You obviously don't have a clue regarding the reef, it's size, the number of tourists who go to it, or the infinitival area of it that ever sees a tourist, or fisherman.

We took tourists to a 400 yard stretch of Hardy reef. The Hardy lagoon is 10 miles long & 6 miles wide, giving the surrounding reef a length of 32 miles. The enclosed area is 38400 acres. Less than 400 acres would have been visited by tourists.

Hardy is part of a complex including Hook reef, Line reef & Bate reef, with a combined area of about 3 times that of Hardy. The huge run of clear ocean water coming in through this area is so great that at big spring flood tide I have been unable to make headway against it in a boat doing 8 knots.

I also frequented Net, Knuckle & Kennedy reefs, about 15 to 20 miles north east, further out to sea from Hardy. Over 8 years I spent about 5 weeks total out at these, & never once saw another boat, or sign that one had ever been there.

Reefs like these continue over 1000 miles to Torres strait, & 500 south to Bundaberg. The Swains reef complex, off MacKay is over 100 times the size of all the above, & 70 miles off shore. How much effluent do you think a small city can produce.
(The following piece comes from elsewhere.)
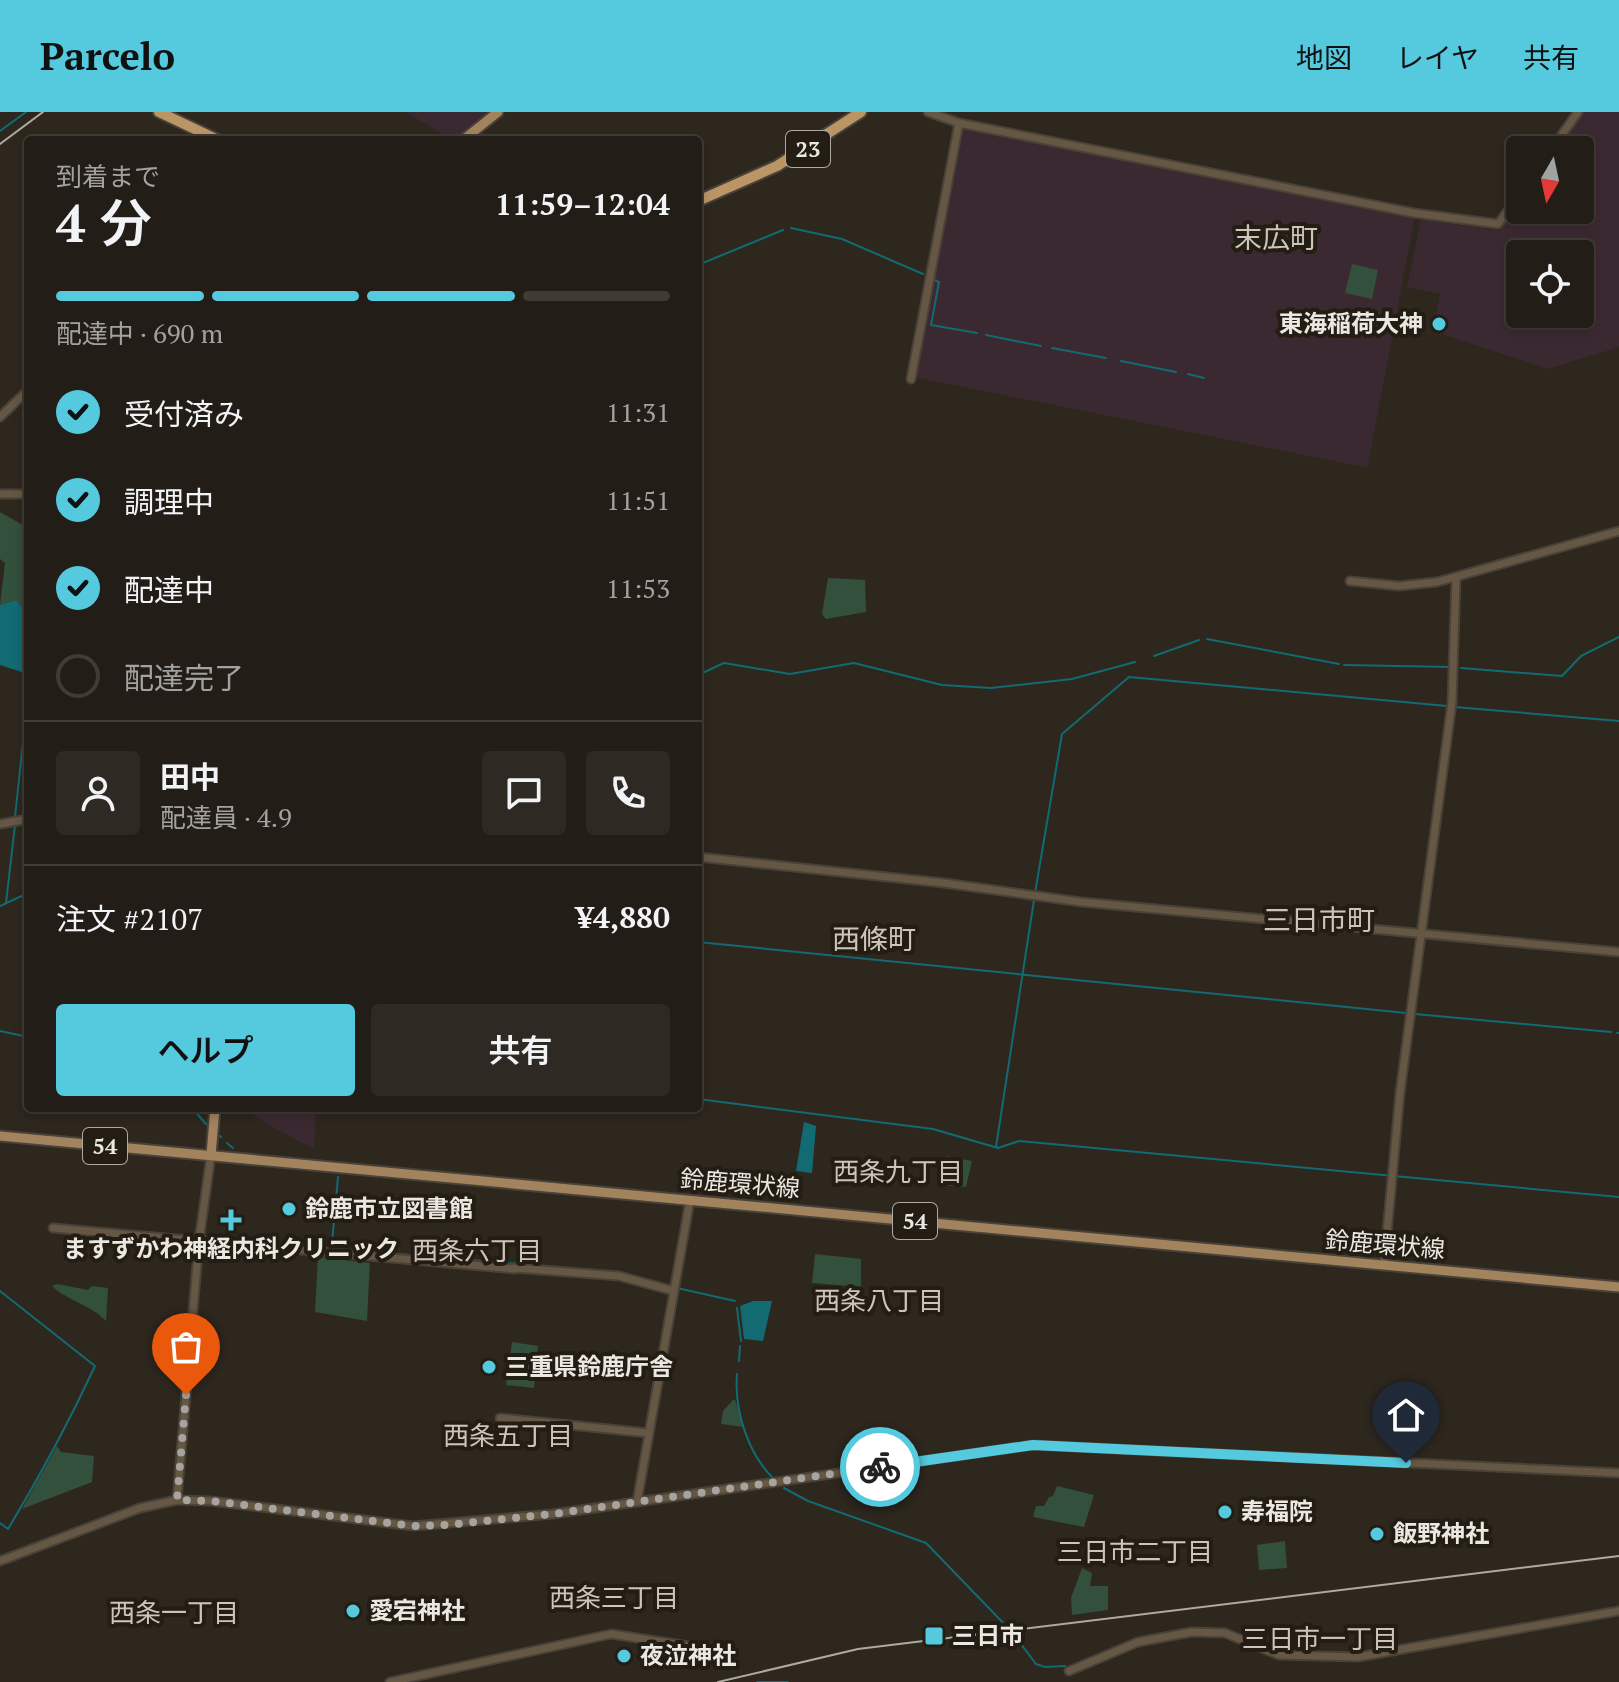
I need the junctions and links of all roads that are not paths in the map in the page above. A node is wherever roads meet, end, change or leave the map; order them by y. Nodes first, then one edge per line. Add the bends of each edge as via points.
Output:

If ever you get up that way, have a look at Refuge bay, north of MacKay. Fly over it at a spring ebb tide. You will find 400 square miles of natural pollution, as a huge run of water from the mangroves carries enough mud to make the whole area too turbid for coral to survive. The tides in most of the area run parallel to the coast, corralling this turbidity to this area. There is a line as sharp as a fence where the clear ocean water runs past. It is worth seeing simply as an amazing natural phenomena.